The most recent parallel situation is the 1981 Springbok tour. Many people of a certain generation will have vivid memories of what happened then and the civil unrest that occurred, others’ views will have been shaped by what they have heard said or reported from time to time.
Whatever, there are two important points to recall – the “prolonged” period of turmoil and unrest lasted from only July to September, barely two months, but the damage to the Police’s reputation due to the vigorous nature of their enforcement activities at the time endured well beyond that and took decades to reverse.
In comparison with the scope of Covid-19, the Springbok tour looks today like a very small exercise indeed, even though it consumed virtually all our Police resources at the time.
So, the risk now to the long-term reputation and credibility of the Police and the authorities from their handling of the Covid-19 response, if they get it wrong, is simply massive. If they are not already thinking about this, they should be.
While the Government has been decisive and clear in its actions over the last week, it is now becoming clear that the government sector overall was poorly prepared for such a pandemic.
New Zealanders’ current ready acceptance of the raft of restrictions on their normal lifestyles may charitably be attributed to an initial state of shock at the rapid spread across the world of Covid-19
Understandably but unfortunately, our emergency response for the last decade or more, has been focused on the real risk of major earthquakes and other natural disasters. We have become world leaders in that area, but pandemic planning has run a distant second across the machinery of government.
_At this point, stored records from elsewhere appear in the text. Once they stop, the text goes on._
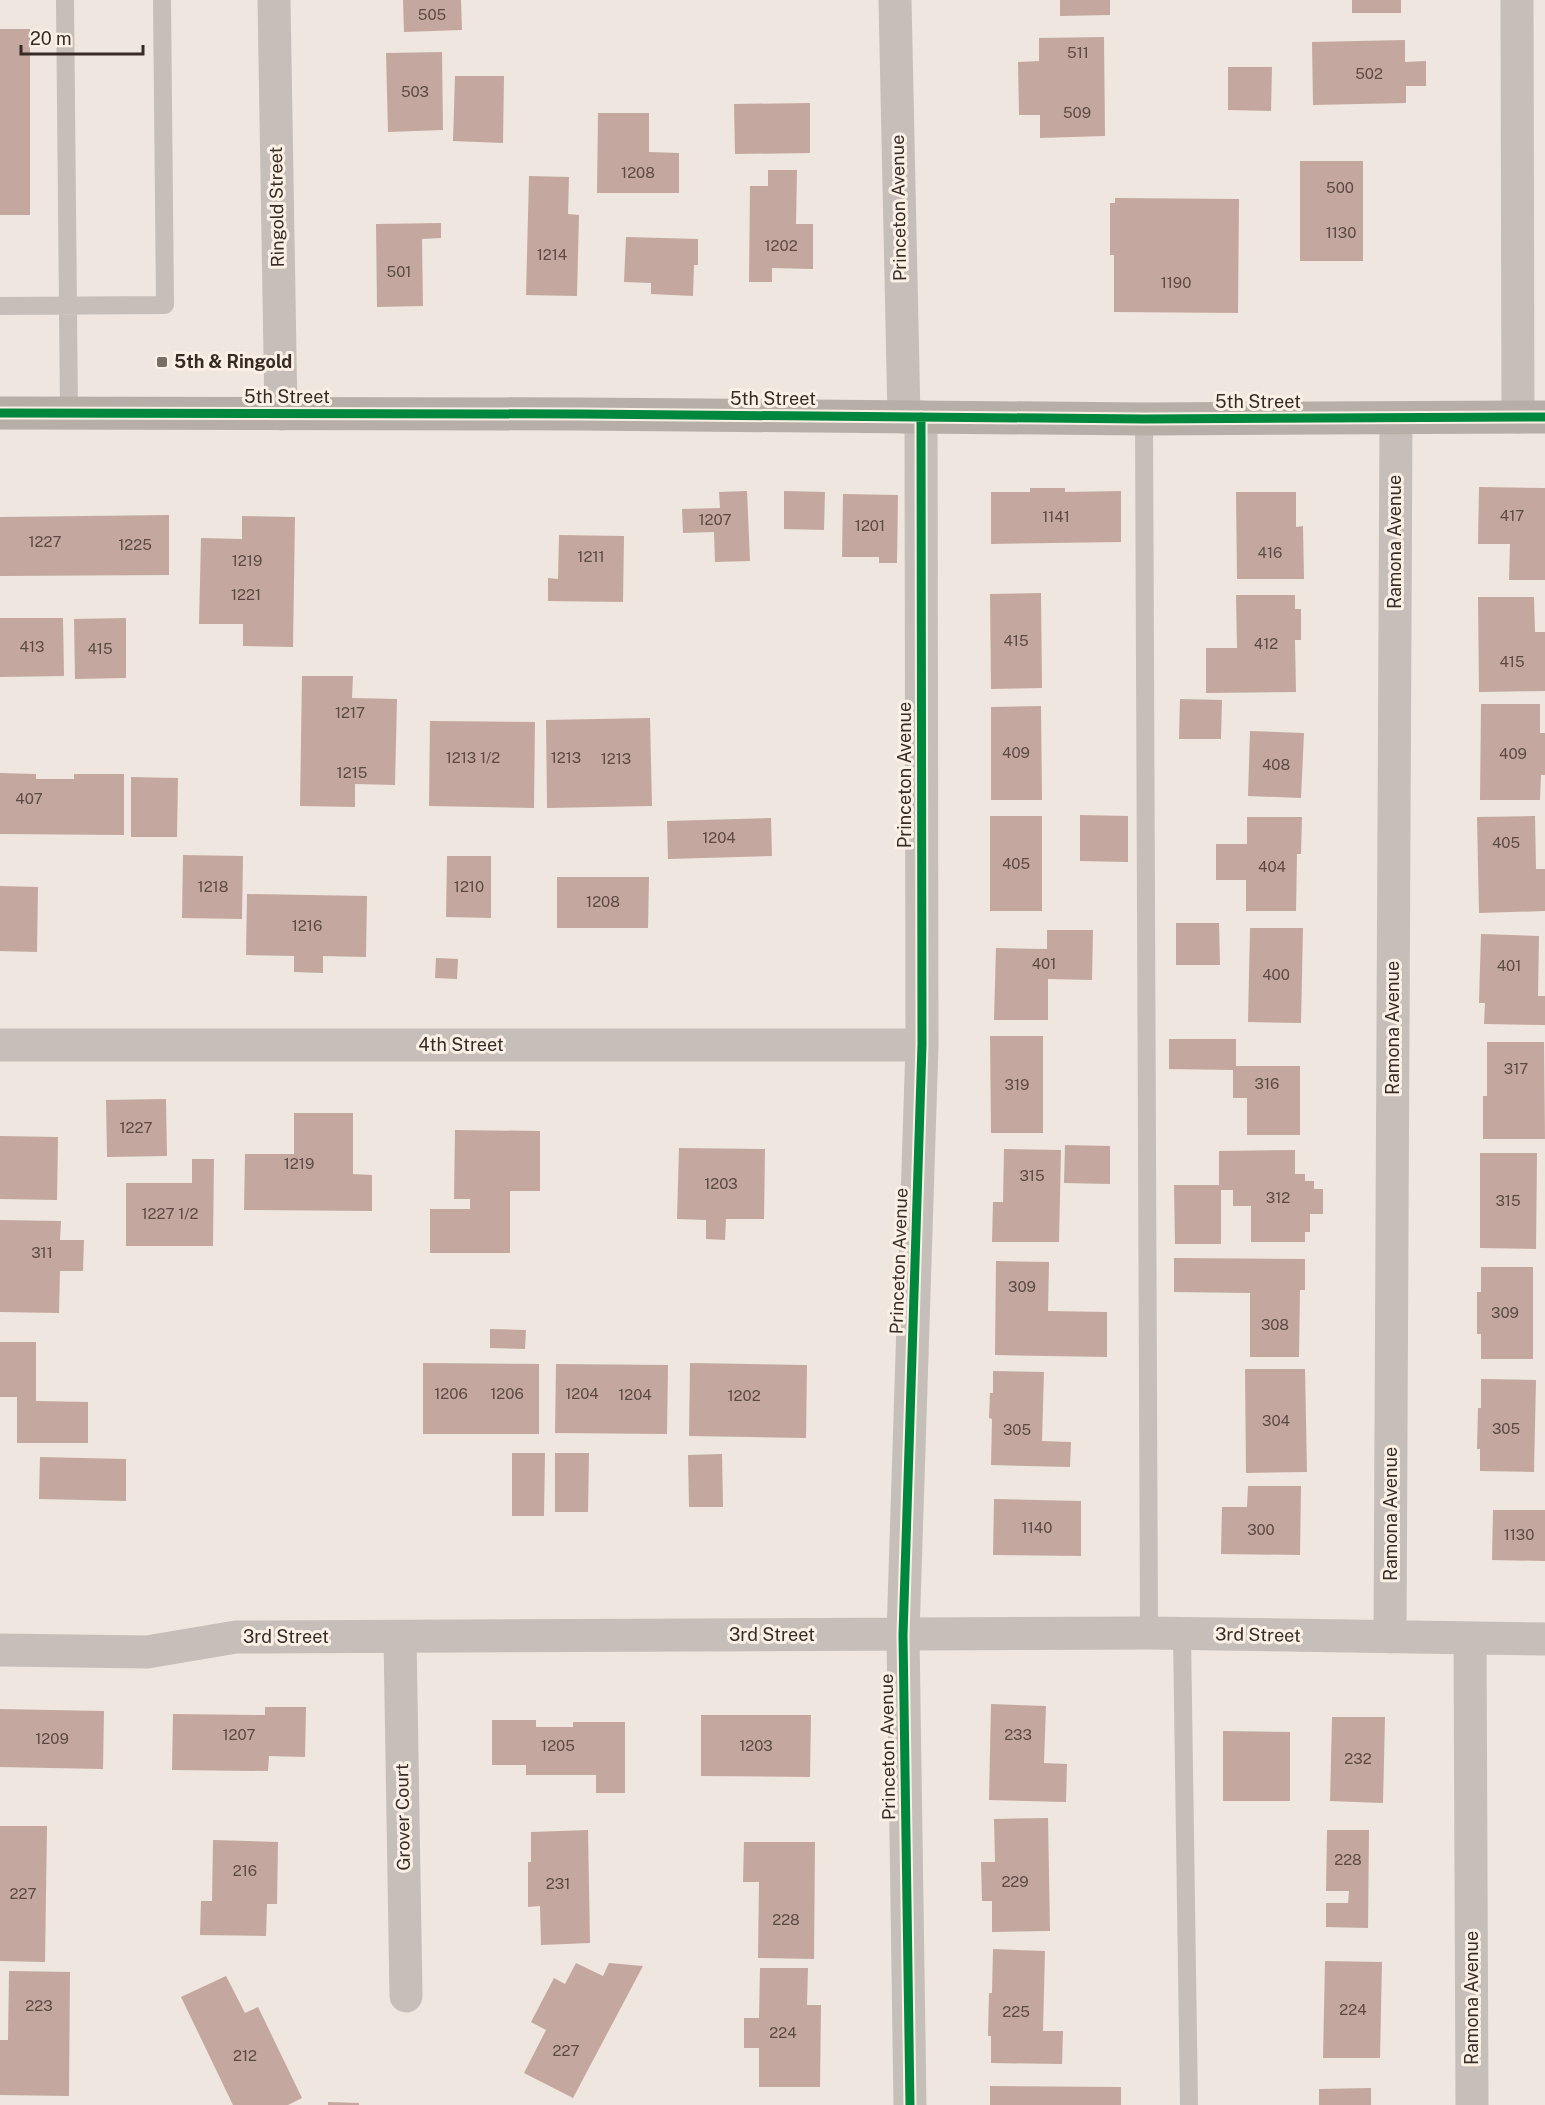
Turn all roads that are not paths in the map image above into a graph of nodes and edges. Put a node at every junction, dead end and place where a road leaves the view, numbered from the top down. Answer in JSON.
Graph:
{"nodes":[{"id":1,"x":65,"y":0,"type":"edge"},
{"id":2,"x":162,"y":0,"type":"edge"},
{"id":3,"x":274,"y":0,"type":"edge"},
{"id":4,"x":895,"y":0,"type":"edge"},
{"id":5,"x":1517,"y":0,"type":"edge"},
{"id":6,"x":0,"y":306,"type":"edge"},
{"id":7,"x":68,"y":306,"type":"junction"},
{"id":8,"x":0,"y":412,"type":"edge"},
{"id":9,"x":69,"y":412,"type":"junction"},
{"id":10,"x":281,"y":414,"type":"junction"},
{"id":11,"x":912,"y":417,"type":"junction"},
{"id":12,"x":1532,"y":417,"type":"edge"},
{"id":13,"x":1396,"y":418,"type":"junction"},
{"id":14,"x":1144,"y":419,"type":"junction"},
{"id":15,"x":0,"y":1045,"type":"edge"},
{"id":16,"x":922,"y":1045,"type":"junction"},
{"id":17,"x":1149,"y":1633,"type":"junction"},
{"id":18,"x":1182,"y":1634,"type":"junction"},
{"id":19,"x":903,"y":1635,"type":"junction"},
{"id":20,"x":400,"y":1637,"type":"junction"},
{"id":21,"x":1390,"y":1637,"type":"junction"},
{"id":22,"x":1470,"y":1638,"type":"junction"},
{"id":23,"x":1545,"y":1639,"type":"edge"},
{"id":24,"x":0,"y":1650,"type":"edge"},
{"id":25,"x":405,"y":1996,"type":"dead end"},
{"id":26,"x":910,"y":2105,"type":"edge"},
{"id":27,"x":1189,"y":2105,"type":"edge"},
{"id":28,"x":1472,"y":2105,"type":"edge"}],
"edges":[{"from":1,"to":7,"type":"lane"},
{"from":2,"to":7,"type":"lane"},
{"from":3,"to":10,"type":"street","name":"Ringold Street"},
{"from":4,"to":11,"type":"street","name":"Princeton Avenue"},
{"from":5,"to":12,"type":"street"},
{"from":6,"to":7,"type":"lane"},
{"from":7,"to":9,"type":"lane"},
{"from":8,"to":9,"type":"main road","name":"5th Street"},
{"from":9,"to":10,"type":"main road","name":"5th Street"},
{"from":10,"to":11,"type":"main road","name":"5th Street"},
{"from":11,"to":14,"type":"main road","name":"5th Street"},
{"from":11,"to":16,"type":"street","name":"Princeton Avenue"},
{"from":12,"to":13,"type":"main road","name":"5th Street"},
{"from":13,"to":14,"type":"main road","name":"5th Street"},
{"from":13,"to":21,"type":"street","name":"Ramona Avenue"},
{"from":14,"to":17,"type":"lane"},
{"from":15,"to":16,"type":"street","name":"4th Street"},
{"from":16,"to":19,"type":"street","name":"Princeton Avenue"},
{"from":17,"to":18,"type":"street","name":"3rd Street"},
{"from":17,"to":19,"type":"street","name":"3rd Street"},
{"from":18,"to":21,"type":"street","name":"3rd Street"},
{"from":18,"to":27,"type":"lane"},
{"from":19,"to":20,"type":"street","name":"3rd Street"},
{"from":19,"to":26,"type":"street","name":"Princeton Avenue"},
{"from":20,"to":24,"type":"street","name":"3rd Street"},
{"from":20,"to":25,"type":"street","name":"Grover Court"},
{"from":21,"to":22,"type":"street","name":"3rd Street"},
{"from":22,"to":23,"type":"street","name":"3rd Street"},
{"from":22,"to":28,"type":"street","name":"Ramona Avenue"}]}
The hope has to be there that the knowledge and experience now gained is retained, updated and modified over time by a permanent government group so that whenever the next pandemic strikes, we will be not be caught as flat-footed again and can as a nation hit the decks running.
New Zealanders’ current ready acceptance of the raft of restrictions on their normal lifestyles may charitably be attributed to an initial state of shock at the rapid spread across the world of Covid-19 and the consequent perceived need to “do something”.
Consequently, New Zealanders have been more accepting of what has rapidly become the new normal than they would be in more stable times where our natural scepticism and wariness of authority would have been much more to the fore.
For that reason, once we start to be let out of our Covid-19 bubbles to pick up the normal threads of our lives again, New Zealanders will expect a steadier and smarter response. Their brief tolerance of the present centralised heavy-handedness will disappear in a flash – something the authorities need to be acutely aware of as they plan their next moves.
Although democracy may temporarily be on hold, our civil society remains founded on the basis of the consent of the people.